■ Material supplied:
◆ ◆ ◆ ◆ ◆
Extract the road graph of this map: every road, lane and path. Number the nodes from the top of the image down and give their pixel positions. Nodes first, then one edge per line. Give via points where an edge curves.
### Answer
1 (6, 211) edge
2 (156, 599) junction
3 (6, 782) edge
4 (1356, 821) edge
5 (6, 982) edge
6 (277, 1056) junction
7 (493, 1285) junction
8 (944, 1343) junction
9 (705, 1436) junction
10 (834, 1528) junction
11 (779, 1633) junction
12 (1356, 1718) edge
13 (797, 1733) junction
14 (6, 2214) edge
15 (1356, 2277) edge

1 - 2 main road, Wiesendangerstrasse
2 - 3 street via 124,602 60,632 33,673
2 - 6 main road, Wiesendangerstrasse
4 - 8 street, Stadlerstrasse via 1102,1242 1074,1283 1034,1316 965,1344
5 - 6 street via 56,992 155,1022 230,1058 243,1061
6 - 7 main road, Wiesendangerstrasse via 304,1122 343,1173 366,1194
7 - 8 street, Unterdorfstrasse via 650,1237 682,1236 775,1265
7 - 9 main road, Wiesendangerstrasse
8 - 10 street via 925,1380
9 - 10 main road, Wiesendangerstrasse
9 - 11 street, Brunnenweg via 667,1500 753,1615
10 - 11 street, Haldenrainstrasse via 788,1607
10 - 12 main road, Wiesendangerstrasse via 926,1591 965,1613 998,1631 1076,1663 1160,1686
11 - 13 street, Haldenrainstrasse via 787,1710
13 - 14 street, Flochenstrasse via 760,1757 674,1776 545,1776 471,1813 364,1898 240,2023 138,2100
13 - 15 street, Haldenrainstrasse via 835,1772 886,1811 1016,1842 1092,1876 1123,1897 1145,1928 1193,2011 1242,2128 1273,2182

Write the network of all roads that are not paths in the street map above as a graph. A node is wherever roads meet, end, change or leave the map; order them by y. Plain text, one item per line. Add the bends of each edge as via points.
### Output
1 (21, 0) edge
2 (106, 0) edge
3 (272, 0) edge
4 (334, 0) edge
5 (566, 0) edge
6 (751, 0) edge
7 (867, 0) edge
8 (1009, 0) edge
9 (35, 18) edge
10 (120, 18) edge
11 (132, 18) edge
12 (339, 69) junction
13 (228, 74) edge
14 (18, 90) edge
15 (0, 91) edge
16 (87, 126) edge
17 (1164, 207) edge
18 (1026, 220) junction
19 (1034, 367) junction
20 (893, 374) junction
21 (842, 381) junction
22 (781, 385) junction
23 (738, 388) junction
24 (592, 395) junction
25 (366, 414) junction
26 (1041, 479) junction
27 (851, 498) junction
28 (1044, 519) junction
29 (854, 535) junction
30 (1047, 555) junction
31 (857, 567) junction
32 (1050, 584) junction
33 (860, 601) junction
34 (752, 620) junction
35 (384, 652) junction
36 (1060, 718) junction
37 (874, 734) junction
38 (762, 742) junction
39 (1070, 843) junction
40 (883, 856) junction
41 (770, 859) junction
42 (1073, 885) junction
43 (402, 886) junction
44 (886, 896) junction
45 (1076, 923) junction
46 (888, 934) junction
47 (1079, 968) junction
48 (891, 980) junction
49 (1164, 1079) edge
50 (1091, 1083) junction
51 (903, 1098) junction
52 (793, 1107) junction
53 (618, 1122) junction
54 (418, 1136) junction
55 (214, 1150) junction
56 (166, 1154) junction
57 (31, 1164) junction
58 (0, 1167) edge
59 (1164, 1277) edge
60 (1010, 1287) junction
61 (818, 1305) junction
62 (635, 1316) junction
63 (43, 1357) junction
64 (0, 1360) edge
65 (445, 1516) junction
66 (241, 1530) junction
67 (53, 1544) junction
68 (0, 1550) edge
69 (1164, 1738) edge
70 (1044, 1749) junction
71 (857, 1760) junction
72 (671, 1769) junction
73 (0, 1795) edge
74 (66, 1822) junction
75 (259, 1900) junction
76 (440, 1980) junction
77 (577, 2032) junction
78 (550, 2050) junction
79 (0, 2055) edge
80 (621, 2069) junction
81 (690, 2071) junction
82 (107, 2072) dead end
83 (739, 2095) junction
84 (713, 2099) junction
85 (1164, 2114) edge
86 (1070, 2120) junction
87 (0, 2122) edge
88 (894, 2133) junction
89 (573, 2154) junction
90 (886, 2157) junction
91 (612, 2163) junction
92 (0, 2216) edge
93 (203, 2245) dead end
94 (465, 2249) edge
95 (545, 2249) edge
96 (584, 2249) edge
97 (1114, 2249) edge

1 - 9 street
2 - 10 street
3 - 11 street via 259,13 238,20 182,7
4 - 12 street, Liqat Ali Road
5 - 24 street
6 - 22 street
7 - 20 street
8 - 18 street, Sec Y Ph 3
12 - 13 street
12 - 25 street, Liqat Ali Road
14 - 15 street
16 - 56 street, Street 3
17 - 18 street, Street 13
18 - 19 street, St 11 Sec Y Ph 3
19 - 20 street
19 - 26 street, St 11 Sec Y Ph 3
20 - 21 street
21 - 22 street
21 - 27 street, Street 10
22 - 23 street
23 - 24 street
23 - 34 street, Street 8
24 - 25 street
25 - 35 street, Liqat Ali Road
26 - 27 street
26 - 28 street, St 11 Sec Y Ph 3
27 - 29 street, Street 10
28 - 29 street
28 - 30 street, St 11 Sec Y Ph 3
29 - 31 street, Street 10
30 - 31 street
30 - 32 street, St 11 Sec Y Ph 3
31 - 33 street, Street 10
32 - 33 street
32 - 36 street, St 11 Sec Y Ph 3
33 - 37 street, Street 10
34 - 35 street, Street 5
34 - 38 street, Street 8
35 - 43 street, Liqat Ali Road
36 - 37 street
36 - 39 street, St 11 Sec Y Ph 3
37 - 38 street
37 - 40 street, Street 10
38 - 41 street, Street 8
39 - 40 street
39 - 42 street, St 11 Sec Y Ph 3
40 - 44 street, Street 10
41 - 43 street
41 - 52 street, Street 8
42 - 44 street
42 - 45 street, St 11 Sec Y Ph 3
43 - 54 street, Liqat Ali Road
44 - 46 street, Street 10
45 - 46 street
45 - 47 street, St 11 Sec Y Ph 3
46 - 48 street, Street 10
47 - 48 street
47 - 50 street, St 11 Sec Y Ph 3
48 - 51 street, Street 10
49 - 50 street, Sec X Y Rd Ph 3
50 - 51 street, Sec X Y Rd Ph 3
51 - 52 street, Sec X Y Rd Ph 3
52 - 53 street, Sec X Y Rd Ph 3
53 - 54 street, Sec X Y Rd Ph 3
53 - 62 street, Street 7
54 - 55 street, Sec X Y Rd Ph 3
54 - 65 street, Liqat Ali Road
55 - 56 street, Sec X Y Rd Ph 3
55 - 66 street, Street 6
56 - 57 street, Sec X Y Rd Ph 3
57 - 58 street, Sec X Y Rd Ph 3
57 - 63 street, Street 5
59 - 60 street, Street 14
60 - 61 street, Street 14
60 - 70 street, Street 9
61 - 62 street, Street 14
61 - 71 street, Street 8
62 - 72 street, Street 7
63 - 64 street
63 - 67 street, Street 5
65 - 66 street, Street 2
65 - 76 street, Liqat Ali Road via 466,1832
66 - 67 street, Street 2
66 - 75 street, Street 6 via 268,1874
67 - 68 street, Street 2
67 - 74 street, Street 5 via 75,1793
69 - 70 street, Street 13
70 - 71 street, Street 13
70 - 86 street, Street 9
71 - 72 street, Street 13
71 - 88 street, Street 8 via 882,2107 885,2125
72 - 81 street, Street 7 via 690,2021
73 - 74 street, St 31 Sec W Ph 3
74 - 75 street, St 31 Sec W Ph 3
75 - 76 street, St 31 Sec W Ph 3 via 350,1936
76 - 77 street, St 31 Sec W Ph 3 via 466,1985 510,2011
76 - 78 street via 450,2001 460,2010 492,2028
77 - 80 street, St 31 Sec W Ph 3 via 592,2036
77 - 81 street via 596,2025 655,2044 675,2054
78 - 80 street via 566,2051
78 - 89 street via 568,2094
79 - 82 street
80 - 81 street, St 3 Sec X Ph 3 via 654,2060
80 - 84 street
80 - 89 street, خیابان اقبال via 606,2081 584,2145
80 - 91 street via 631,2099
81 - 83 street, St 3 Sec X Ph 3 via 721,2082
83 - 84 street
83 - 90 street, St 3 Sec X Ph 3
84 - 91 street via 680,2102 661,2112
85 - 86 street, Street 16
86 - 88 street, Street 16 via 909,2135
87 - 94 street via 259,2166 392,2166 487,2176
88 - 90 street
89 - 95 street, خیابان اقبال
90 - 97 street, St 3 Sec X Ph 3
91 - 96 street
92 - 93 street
◆ ◆ ◆ ◆ ◆
■ Your goal:
Lines containing the word "Wiesendangerstrasse" are to be counted in the listing; state their number alone.

■ Result:
6